# YOUR OBJECTIVE:
Your task is to show every line in the listing below that includes "Borden".

# SUPPLIED DATA:

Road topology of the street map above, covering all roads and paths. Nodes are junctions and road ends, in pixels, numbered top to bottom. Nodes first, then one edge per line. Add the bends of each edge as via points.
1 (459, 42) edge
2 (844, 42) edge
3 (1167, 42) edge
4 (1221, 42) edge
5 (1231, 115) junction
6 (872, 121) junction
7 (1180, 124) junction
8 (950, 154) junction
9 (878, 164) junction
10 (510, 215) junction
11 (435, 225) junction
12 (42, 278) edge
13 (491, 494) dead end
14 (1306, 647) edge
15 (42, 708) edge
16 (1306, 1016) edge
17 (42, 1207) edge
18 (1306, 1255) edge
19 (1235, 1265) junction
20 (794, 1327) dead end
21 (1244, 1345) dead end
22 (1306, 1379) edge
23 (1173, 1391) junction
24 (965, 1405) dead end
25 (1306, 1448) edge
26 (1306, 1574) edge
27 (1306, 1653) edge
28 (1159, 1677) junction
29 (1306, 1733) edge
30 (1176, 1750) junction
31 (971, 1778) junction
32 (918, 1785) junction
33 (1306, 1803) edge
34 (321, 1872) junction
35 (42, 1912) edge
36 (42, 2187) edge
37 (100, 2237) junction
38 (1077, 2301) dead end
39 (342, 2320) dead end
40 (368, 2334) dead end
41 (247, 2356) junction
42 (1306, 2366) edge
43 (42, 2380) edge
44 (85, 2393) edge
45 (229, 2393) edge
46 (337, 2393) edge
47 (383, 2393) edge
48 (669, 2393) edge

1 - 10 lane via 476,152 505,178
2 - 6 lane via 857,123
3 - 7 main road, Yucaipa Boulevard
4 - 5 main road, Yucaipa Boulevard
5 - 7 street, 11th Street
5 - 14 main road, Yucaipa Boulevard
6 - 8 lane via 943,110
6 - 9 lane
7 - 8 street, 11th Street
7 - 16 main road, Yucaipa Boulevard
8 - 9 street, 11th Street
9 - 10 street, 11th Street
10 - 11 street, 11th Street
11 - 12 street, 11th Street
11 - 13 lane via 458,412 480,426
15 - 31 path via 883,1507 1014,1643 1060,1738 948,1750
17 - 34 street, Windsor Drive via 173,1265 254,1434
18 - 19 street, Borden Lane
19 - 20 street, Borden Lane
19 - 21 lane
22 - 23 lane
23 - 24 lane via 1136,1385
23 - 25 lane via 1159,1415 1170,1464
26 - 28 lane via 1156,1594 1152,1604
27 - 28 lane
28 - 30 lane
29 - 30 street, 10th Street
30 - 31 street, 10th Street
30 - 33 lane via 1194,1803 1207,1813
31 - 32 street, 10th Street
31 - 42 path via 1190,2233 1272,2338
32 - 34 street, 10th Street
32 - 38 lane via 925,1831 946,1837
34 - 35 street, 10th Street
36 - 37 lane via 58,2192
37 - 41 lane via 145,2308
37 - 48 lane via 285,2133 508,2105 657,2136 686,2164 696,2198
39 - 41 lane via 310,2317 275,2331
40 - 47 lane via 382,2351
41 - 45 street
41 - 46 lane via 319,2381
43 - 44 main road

# FINAL ANSWER:
18 - 19 street, Borden Lane
19 - 20 street, Borden Lane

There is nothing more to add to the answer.